A different approach that is also being investigated in recurrent or refractory pHGG is the use of the external device Optune NovoTTF-200A, which when worn delivers alternating electrical fields toward the tumor acting as a locally delivered antimitotic treatment interfering with cell division and organelle assembly and is FDA approved in adults for newly diagnosed GBM [117]. In a randomized clinical trial of adults with GBM, the addition of tumor-treating fields to temozolomide resulted in an increase in OS (20.5 months; 95% CI 16.7–25 months; n = 196 vs 15.6 months 95% CI 13.3–19.1 months n = 84, p = 0.004) [118]. This device is also being examined in pediatric patients with recurrent or refractory HGG (NCT03033992).
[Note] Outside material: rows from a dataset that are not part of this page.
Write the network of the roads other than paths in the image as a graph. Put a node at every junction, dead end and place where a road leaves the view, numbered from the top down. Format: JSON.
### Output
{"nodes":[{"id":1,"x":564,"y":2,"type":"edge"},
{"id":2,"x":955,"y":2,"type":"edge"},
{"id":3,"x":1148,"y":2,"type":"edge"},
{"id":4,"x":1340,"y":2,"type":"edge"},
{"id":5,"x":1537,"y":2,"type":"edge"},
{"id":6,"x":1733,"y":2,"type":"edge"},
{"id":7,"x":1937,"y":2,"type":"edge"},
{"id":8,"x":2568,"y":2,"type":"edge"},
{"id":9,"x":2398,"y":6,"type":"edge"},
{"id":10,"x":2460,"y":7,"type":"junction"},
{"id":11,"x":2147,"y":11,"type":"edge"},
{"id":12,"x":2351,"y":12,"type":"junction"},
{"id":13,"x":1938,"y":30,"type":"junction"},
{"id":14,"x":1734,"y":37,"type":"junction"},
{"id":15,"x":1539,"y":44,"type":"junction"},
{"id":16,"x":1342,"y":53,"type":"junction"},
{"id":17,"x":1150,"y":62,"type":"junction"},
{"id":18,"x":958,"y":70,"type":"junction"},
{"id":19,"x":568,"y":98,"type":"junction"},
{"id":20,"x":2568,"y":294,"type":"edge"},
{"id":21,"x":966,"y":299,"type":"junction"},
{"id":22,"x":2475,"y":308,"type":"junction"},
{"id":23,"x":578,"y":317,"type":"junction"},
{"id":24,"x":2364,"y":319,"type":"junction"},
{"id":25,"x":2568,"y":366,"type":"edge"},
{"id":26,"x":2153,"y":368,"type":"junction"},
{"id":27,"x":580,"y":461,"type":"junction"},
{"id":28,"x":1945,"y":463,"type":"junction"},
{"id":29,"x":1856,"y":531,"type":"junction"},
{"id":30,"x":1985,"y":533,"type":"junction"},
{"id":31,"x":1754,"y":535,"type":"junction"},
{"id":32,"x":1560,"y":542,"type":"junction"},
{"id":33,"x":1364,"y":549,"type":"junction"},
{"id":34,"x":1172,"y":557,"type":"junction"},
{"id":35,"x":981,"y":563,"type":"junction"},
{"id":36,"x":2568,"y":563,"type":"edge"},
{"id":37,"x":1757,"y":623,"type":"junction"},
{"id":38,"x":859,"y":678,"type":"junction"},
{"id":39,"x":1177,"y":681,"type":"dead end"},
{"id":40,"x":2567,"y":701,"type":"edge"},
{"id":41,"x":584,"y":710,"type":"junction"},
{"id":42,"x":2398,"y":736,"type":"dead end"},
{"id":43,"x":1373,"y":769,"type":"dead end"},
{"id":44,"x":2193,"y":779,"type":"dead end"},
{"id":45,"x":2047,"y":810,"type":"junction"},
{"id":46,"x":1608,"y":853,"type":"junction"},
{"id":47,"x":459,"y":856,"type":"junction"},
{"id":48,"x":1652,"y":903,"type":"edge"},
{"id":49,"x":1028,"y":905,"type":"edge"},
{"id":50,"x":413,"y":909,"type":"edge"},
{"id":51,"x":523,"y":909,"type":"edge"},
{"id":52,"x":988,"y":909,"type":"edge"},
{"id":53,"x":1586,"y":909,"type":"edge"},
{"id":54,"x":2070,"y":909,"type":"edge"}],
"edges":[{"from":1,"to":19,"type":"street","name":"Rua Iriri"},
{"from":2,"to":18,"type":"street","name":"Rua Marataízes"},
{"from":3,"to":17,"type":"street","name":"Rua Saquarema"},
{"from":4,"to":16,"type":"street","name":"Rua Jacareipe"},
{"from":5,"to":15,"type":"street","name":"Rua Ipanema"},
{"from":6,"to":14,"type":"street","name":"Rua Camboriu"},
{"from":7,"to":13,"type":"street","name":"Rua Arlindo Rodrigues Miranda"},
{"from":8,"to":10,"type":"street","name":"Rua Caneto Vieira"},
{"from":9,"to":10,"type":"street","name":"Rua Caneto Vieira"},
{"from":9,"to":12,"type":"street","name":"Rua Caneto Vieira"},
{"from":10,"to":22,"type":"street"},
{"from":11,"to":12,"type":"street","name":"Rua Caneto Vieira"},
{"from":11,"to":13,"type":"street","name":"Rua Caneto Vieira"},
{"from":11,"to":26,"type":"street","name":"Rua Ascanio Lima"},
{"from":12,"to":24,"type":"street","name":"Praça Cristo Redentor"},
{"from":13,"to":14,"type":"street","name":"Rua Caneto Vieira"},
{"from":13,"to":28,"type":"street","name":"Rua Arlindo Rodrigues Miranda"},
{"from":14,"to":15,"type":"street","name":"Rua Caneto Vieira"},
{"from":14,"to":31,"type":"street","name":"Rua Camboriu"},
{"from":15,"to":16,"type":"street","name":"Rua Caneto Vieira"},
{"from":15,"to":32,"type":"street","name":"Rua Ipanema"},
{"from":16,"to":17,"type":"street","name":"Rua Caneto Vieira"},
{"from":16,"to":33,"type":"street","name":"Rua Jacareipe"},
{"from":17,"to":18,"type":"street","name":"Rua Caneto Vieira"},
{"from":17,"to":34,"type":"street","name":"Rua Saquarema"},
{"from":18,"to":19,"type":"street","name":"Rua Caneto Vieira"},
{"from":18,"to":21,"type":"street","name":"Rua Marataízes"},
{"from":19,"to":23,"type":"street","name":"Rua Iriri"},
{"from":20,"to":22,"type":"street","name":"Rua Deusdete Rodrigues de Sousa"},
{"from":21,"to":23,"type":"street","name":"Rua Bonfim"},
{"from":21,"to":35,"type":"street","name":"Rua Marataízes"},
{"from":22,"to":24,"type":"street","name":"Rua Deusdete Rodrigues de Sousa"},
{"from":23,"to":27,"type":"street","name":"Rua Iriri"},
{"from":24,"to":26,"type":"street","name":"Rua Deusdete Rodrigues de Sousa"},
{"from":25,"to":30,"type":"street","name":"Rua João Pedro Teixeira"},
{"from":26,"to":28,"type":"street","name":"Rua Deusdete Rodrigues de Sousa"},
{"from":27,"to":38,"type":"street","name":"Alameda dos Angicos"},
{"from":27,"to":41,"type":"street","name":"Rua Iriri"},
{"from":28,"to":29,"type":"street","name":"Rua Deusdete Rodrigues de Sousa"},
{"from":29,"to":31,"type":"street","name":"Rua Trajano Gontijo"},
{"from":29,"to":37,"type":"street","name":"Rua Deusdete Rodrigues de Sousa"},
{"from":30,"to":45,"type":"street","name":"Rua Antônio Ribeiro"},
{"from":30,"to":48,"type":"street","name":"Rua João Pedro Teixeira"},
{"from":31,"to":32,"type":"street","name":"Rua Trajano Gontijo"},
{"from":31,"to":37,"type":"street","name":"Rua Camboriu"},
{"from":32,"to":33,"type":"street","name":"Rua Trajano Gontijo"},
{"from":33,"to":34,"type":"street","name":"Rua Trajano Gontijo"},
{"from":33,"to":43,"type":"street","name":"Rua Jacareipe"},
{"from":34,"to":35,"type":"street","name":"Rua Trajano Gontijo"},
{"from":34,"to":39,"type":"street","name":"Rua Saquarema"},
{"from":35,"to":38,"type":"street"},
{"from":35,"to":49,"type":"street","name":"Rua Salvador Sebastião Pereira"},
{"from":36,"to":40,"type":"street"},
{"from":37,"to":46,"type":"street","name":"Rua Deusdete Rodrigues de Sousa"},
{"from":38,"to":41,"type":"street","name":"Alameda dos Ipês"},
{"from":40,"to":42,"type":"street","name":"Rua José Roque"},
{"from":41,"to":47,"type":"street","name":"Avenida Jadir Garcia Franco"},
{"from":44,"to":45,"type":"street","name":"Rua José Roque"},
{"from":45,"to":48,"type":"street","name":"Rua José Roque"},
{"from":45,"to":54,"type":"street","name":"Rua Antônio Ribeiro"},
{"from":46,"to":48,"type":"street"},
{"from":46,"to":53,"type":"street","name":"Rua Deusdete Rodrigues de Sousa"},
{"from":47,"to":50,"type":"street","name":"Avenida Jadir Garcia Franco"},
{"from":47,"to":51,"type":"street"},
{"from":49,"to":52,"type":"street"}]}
8 Novel diagnostic approaches

Another challenge that arises when treating patients with HGG is the invasive nature of diagnosing and assessing molecular tumor response. The location of many pHGGs as well as the invasive nature of the procedure can make repeat sampling difficult. This makes it challenging to understand how these tumors might change in response to therapy or how they might evade treatments. In adult patients with brain tumors, cerebral spinal fluid (CSF)-derived circulating tumor DNA (ctDNA) is used for aiding diagnosis and assessing response to therapy [119]. In pediatrics, this method is starting to be investigated. CSF has previously been shown to better detect genomic alterations in brain tumors than serum [120]. However, in children, collection of CSF often requires sedation and can therefore be more challenging. With technological advances, the sensitivity of plasma derived ctDNA may improve. In PNOC003, serum-derived ctDNA was able to detect H3K27 mutation in 11/13 patients at diagnosis [121].

9 Conclusions

Pediatric HGGs are a heterogeneous group of tumors with poor clinical outcomes. With our increasing knowledge of the molecular landscape of pHGG, new directed therapies are being evaluated. Future investigations should consider the heterogeneity of these tumors and design subtype-specific trials when appropriate. Tissue correlates will remain necessary until noninvasive assessments such as ctDNA is further developed. International collaborations are needed to harmonize investigations of new drugs given the overall rarity of these tumors.